Thompson and Stephenson went on to work together on the Chester and Holyhead Railway, for which Thompson designed the architectural elements of the Britannia Bridge over the Menai Strait as well as the Italianate Chester railway station, the frontage of which closely resembles the original station at Derby. The bridge was largely destroyed by fire in 1970, though Thompson's masonry work was incorporated into the rebuilt structure. Among his other works on the line were the stations at Holywell Junction, Flint, and Mostyn (now disused), Conwy, and Bangor. Thompson was also the architect on the Conwy Railway Bridge, including making the towers castellated in order to match the nearby 13th-century Conwy Castle. The Britannia and Menai bridges both used Stephenson's pioneering tubular design. Cambridge railway station, along with Great Chesterford and Audley End on the Eastern Counties Railway, were initially credited to Sancton Wood but are now believed to be the work of Thompson.

==Canada again==
Thompson remarried in 1840. His second wife, Elizabeth, died in 1852, and on 30 June 1853, he married Mary Ann Groves, from Wareham, Dorset.
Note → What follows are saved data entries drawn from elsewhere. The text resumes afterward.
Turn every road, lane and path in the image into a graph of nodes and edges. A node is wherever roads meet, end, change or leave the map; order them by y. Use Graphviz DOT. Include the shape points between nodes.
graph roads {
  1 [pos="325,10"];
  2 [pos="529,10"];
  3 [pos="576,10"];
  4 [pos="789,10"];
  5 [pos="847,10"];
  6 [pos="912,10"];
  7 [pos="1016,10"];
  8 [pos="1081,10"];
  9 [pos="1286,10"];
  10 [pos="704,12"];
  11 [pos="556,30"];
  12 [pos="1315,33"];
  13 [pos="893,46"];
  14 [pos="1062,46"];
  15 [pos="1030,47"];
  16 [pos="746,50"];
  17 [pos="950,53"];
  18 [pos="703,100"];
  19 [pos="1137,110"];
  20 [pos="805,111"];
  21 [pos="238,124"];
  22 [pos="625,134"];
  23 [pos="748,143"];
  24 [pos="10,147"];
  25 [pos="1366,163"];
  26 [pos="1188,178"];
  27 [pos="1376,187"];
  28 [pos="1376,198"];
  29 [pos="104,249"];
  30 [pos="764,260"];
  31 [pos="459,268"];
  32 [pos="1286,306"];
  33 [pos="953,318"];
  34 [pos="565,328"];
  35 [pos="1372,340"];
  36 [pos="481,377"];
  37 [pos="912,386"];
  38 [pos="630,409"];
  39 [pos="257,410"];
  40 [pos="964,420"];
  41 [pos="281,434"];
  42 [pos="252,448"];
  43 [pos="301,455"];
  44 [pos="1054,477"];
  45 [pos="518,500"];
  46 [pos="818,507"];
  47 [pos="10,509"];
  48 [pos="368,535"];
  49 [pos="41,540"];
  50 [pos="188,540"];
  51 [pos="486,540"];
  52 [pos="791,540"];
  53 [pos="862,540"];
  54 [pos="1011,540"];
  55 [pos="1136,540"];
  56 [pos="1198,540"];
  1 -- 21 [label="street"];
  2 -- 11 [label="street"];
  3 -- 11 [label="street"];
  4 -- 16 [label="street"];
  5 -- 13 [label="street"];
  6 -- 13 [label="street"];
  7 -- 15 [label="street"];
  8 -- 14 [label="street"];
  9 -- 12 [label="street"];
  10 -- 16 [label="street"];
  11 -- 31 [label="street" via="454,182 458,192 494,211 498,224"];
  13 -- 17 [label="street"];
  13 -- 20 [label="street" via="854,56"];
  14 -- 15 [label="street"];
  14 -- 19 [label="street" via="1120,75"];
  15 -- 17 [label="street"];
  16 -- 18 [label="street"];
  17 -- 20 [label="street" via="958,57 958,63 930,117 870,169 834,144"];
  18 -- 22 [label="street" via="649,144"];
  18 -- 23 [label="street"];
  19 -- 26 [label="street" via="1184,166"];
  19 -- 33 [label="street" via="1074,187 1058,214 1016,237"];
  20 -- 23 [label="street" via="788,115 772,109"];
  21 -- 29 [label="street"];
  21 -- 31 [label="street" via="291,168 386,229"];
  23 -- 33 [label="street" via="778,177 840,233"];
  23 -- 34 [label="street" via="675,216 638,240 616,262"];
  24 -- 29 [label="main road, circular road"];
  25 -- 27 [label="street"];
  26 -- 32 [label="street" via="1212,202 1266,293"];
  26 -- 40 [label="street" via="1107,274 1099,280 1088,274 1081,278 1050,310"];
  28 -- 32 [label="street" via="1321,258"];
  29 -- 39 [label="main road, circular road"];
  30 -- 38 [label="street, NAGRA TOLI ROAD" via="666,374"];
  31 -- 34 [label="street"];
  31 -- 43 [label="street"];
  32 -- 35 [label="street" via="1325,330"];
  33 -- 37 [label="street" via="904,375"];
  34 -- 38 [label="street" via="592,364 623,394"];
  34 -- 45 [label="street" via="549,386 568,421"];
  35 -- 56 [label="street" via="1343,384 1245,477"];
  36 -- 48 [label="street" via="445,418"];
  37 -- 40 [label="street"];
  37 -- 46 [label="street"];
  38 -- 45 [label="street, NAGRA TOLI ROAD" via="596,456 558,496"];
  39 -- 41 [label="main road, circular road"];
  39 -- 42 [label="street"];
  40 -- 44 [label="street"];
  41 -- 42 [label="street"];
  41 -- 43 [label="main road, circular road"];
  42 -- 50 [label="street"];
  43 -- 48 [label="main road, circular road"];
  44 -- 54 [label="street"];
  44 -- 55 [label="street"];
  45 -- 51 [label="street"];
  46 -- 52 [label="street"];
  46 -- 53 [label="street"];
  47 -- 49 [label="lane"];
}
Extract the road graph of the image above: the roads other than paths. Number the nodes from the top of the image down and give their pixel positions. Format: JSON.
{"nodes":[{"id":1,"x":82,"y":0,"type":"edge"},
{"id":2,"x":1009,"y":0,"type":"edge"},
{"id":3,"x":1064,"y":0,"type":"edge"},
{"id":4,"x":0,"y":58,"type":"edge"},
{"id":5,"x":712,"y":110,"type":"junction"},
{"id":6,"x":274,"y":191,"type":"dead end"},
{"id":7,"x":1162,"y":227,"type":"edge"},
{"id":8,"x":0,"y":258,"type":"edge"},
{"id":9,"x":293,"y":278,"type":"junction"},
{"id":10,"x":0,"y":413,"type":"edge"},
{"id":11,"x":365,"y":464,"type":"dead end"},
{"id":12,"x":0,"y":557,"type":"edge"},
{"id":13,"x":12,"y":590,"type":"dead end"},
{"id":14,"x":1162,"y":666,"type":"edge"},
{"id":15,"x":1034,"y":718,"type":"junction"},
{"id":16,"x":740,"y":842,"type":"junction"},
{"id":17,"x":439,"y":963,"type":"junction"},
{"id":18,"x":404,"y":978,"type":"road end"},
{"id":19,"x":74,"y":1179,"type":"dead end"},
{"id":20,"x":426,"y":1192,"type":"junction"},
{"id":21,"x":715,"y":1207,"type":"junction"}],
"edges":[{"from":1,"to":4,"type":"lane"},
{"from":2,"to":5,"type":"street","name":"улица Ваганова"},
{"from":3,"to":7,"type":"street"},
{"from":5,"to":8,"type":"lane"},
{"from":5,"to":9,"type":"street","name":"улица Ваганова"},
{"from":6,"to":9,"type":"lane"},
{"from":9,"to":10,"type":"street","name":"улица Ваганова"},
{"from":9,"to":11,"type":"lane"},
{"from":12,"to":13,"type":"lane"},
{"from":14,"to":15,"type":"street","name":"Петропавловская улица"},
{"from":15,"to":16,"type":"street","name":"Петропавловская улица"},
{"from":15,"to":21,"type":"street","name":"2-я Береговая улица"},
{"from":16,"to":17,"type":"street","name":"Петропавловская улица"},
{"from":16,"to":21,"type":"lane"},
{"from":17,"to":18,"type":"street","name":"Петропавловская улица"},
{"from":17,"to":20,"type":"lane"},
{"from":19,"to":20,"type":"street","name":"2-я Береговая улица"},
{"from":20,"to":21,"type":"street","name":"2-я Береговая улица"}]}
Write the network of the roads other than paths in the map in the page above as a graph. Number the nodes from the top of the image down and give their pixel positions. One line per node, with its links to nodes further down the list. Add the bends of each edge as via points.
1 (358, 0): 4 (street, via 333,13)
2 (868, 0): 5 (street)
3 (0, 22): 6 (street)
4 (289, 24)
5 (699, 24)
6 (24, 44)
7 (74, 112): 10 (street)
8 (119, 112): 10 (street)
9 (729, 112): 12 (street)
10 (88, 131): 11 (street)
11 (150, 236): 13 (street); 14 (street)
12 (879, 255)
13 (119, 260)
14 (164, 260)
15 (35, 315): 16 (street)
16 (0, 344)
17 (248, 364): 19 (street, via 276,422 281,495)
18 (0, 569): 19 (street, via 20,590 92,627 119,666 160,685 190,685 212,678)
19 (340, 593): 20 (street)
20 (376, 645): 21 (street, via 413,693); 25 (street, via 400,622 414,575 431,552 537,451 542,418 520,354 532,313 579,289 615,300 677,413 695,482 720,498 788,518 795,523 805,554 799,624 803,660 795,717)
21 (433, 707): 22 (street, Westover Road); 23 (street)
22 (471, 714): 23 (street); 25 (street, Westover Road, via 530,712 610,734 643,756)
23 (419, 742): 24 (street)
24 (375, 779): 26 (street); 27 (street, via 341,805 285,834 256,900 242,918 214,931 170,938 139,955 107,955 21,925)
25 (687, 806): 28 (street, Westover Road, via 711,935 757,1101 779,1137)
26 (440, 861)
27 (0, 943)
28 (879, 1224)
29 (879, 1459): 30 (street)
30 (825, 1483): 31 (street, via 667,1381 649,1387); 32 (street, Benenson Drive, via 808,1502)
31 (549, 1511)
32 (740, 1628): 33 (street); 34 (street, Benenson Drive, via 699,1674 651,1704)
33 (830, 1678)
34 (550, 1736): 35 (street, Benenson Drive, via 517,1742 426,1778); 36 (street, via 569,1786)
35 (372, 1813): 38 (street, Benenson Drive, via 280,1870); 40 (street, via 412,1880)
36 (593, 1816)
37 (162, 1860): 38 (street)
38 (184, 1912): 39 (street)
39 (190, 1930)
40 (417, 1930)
The couple sailed for Canada, and Thompson took up employment with the Grand Trunk Railway and the St. Lawrence and Atlantic Railroad. He designed Union station in Portland, Maine, which was claimed to be the largest station in America when it opened in 1855. He also designed the masonry for the Victoria Bridge in Montreal, another Stephenson-designed tubular bridge, as well as multiple other stations (St. Marys Junction station c. 1858) and railway workshops.

The Thompsons returned to London in April 1859. In 1866, he retired to a house he built in Hastings in Sussex, before finally moving home to Bredfield in Suffolk, where he died on 23 April 1895. He was buried in the local cemetery. Although well paid during his career, retirement rained Thompson's wealth and he died in poverty without leaving a will.